I am the Director of Iniciativa Amotocodie (IA), a registered not-for-profit civil society organization based in the Central Paraguayan Chaco since 2002. Our work consists in monitoring and protecting the uncontacted (“isolated”) Ayoreo indigenous groups present in various regions of the Northern Paraguayan Chaco. This protection includes that of their legal rights, among them the right to continue living according to their own cultural patterns, the right of self- determination, and the right to their territories.
Our organization is one of seven members of the Management Board of the Biosphere Reserve of the Northern Chaco created in 2005; it is also a member of IUCN.

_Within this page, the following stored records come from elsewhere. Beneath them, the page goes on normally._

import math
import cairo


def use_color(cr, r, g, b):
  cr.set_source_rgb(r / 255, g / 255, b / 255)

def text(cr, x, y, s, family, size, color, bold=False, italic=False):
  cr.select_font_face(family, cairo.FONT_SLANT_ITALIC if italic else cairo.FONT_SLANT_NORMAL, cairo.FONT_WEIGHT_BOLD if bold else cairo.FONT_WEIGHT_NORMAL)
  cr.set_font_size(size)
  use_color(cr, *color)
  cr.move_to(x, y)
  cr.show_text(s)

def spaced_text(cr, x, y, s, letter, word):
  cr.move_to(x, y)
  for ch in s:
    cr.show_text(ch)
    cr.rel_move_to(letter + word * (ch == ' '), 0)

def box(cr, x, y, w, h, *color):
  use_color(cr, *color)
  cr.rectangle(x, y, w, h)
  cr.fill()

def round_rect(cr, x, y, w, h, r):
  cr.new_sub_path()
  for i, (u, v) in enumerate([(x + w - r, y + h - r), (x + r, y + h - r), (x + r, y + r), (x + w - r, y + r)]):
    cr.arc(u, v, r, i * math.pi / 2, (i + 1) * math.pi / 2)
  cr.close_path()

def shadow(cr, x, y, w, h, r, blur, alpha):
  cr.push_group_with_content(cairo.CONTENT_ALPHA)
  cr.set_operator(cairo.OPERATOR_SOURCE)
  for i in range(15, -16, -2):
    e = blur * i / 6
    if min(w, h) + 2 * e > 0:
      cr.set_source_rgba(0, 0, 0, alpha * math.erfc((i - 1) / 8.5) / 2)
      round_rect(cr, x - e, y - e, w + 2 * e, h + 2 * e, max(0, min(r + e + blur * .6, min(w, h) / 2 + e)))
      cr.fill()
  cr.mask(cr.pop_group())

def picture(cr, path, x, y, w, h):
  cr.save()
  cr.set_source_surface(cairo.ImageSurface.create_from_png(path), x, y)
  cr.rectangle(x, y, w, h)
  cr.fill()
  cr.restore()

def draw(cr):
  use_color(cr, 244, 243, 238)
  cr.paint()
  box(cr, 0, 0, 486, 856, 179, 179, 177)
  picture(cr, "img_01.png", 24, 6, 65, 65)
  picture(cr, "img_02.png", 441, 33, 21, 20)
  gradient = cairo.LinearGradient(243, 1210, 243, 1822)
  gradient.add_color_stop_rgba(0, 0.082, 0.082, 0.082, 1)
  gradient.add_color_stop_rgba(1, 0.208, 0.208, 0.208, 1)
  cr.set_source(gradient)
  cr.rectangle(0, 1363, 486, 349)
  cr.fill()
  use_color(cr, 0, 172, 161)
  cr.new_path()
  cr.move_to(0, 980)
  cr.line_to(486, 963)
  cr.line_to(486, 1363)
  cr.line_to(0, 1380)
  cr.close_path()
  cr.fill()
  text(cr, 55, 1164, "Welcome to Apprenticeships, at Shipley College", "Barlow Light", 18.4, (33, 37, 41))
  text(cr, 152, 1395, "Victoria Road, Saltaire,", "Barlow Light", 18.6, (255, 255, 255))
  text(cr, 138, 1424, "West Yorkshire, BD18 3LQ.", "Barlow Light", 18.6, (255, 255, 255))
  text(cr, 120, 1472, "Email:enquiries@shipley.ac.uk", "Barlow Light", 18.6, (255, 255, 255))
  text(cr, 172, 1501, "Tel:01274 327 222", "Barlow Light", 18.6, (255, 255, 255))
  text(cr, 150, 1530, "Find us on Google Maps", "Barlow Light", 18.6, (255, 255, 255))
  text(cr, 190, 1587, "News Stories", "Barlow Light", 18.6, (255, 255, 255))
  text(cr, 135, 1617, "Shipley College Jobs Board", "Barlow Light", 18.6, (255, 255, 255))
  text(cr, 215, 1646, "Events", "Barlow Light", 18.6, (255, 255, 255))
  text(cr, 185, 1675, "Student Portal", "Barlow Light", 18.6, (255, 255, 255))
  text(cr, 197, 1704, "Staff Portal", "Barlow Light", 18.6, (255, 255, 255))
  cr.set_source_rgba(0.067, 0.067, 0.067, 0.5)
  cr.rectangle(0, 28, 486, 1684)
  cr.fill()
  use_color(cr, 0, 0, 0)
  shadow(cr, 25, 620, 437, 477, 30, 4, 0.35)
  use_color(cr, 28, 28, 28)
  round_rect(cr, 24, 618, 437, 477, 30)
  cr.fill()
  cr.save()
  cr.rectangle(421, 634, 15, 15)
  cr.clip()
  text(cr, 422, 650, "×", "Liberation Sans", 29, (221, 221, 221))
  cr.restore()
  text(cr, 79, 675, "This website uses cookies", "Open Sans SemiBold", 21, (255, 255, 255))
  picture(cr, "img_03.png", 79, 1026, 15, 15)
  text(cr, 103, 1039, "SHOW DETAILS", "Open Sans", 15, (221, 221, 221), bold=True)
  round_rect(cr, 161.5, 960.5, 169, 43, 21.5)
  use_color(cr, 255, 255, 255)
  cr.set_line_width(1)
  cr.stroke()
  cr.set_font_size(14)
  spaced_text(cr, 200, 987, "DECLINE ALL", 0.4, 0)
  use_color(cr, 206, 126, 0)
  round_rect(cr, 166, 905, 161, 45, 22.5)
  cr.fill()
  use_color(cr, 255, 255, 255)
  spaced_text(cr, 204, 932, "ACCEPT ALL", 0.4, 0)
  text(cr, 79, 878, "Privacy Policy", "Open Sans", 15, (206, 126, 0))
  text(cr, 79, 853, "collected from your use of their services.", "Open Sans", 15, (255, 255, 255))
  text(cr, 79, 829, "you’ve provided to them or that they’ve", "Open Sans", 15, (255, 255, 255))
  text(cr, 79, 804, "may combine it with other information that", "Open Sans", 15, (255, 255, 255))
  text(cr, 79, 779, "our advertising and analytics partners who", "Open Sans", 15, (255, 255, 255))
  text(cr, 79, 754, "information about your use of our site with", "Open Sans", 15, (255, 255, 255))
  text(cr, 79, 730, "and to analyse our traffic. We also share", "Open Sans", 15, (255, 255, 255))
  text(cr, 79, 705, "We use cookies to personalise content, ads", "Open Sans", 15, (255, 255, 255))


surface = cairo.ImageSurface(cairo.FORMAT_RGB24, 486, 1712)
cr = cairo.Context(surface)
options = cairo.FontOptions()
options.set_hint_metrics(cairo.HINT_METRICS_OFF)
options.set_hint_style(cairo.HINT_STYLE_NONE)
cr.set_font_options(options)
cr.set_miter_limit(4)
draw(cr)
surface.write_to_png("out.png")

It is with great concern that we have learnt both through the English and the Paraguayan press about the planned expedition. It is vital that you understand that both regions to be visited by the scientists taking part of the expedition – the region of Chovoreca as well as that of Cabrera Timane – belong to the Ayoreo indigenous territory. Both of these regions serve as permanent habitat to indigenous groups living in voluntary isolation: i.e. those who have never had contact with our western civilization, and who reject and avoid all external contact.
We would like to stress the radical character of this state of isolation: it means that nobody, not even already contacted members of the same ethnic group, have contact or are able to approach the isolated groups. The isolated groups lead a life according to a cultural pattern paradigmatically and radically different to everything we know in our modern culture.
For the last eight years we have been conducting remote monitoring of all such isolated groups covering the entire Northern Paraguayan Chaco, and it is this monitoring which enables us to confirm to you that there are isolated groups in the areas you are planning to visit.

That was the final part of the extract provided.